Wealth Migration
Spain's Loss, Miami's Gain
Latin American and Eastern European wealth chose Miami over another European base

The end of the Spanish Golden Visa in 2024 and the broader fiscal tightening across Iberia have redirected significant UHNWI flows that previously found Madrid and Marbella attractive. The primary beneficiary has not been another European jurisdiction. It has been Miami.
Latin American principals, who had increasingly used Spain as their preferred European base, are now treating Miami as a complete substitute. The geographic logic is sound: Miami offers similar climate, language compatibility, dollar assets, and a deeper Latin American business community than Spain ever provided. The fiscal logic is comparable in ways that surprise European observers, given Florida's no-state-income-tax structure for individuals.
Eastern European wealth, particularly from Russia, Ukraine, and Kazakhstan, has followed a similar pattern.
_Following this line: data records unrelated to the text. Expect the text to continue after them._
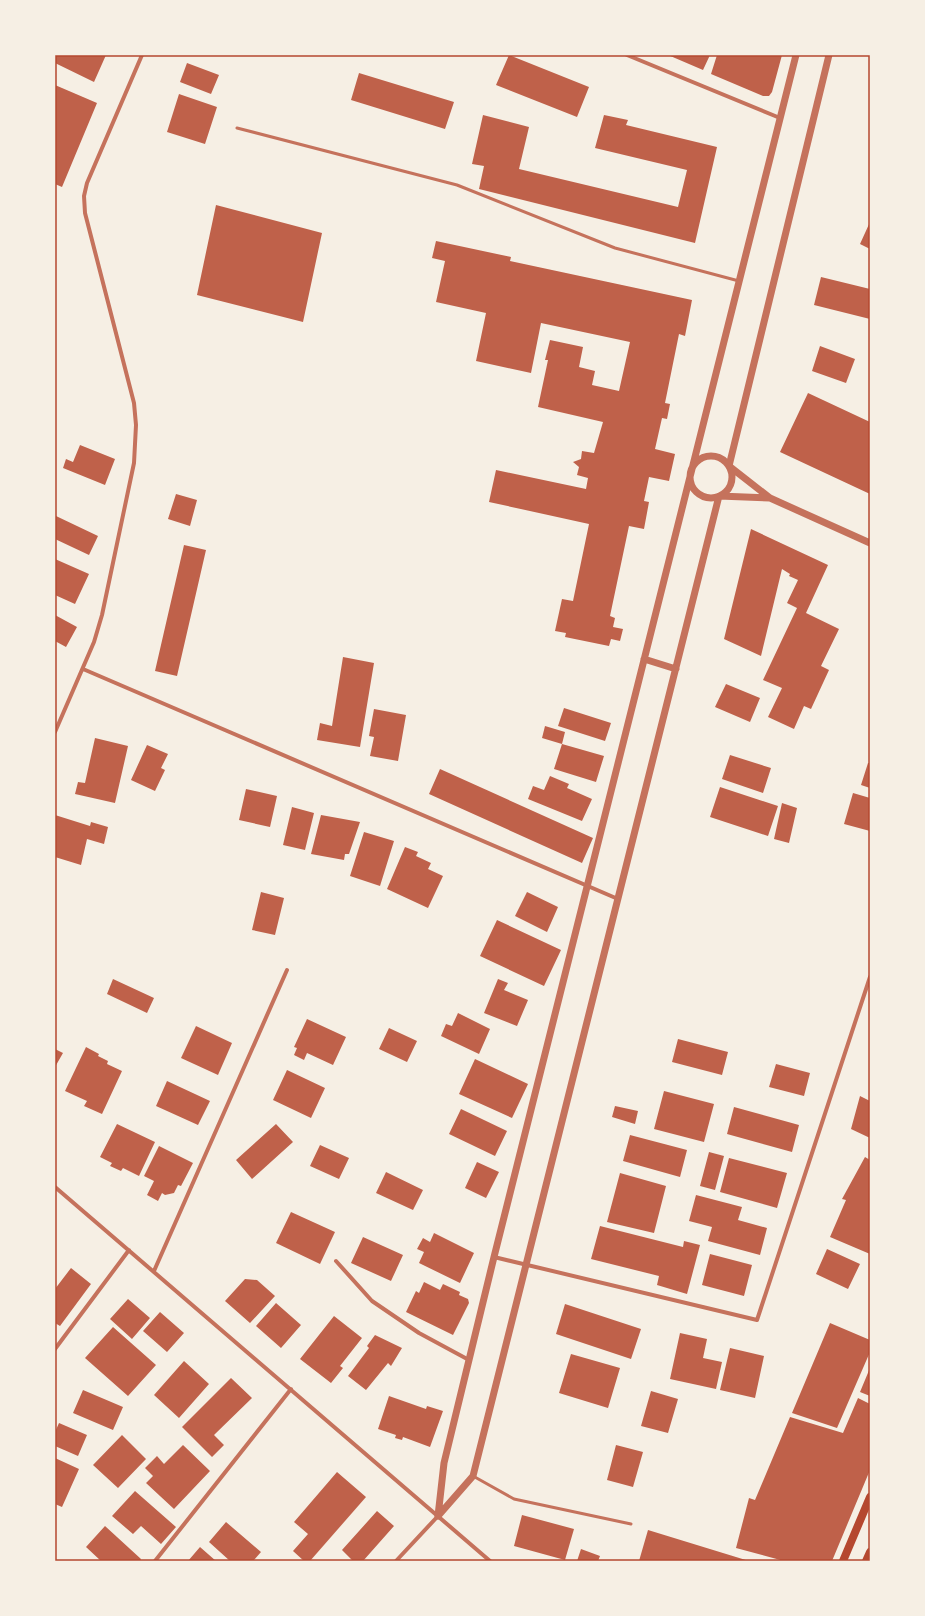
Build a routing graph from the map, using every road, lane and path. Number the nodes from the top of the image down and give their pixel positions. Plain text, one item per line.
1 (142, 55) edge
2 (627, 55) edge
3 (796, 55) edge
4 (829, 55) edge
5 (780, 118) junction
6 (237, 128) dead end
7 (739, 281) junction
8 (729, 466) junction
9 (690, 472) junction
10 (719, 496) junction
11 (770, 498) junction
12 (870, 543) edge
13 (644, 659) junction
14 (83, 669) junction
15 (676, 669) junction
16 (55, 732) edge
17 (588, 886) junction
18 (618, 899) junction
19 (287, 970) dead end
20 (870, 977) edge
21 (55, 1187) edge
22 (129, 1250) junction
23 (494, 1257) junction
24 (336, 1261) dead end
25 (526, 1265) junction
26 (154, 1271) junction
27 (55, 1349) edge
28 (469, 1360) junction
29 (291, 1389) junction
30 (473, 1476) junction
31 (870, 1497) edge
32 (438, 1516) junction
33 (631, 1524) dead end
34 (870, 1552) edge
35 (155, 1561) edge
36 (396, 1561) edge
37 (490, 1561) edge
38 (843, 1561) edge
39 (866, 1561) edge

1 - 14 street
2 - 5 street
3 - 5 street
4 - 8 street
5 - 7 street
6 - 7 lane
7 - 9 street
8 - 9 street
8 - 10 street
8 - 11 street
9 - 10 street
9 - 13 street
10 - 11 street
10 - 15 street
11 - 12 street
13 - 15 street
13 - 17 street
14 - 16 street
14 - 17 street
15 - 18 street
17 - 18 street
17 - 23 street
18 - 25 street
19 - 26 street
20 - 25 street
21 - 22 street
22 - 26 street
22 - 27 street
23 - 25 street
23 - 28 street
24 - 28 street
25 - 30 street
26 - 29 street
28 - 32 street
29 - 32 street
29 - 35 street
30 - 32 street
30 - 33 lane
31 - 38 main road
32 - 36 street
32 - 37 street
34 - 39 main road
Where Spain offered passport pathways, Miami offers visa structures (E-2, EB-5) that achieve similar outcomes for sufficiently capitalized principals.
The effect on the Miami luxury market is measurable. Brickell and Edgewater absorbed an unusual concentration of Latin American capital in 2024 and 2025. Coconut Grove and Pinecrest captured the older generation of Iberian relocators seeking discretion. The Miami brokerages that have built genuine bilingual capacity and cross-border legal infrastructure are commanding premium fees from this client base. Those still treating Latin American clients as a tactical segment are losing share to specialized boutique competitors.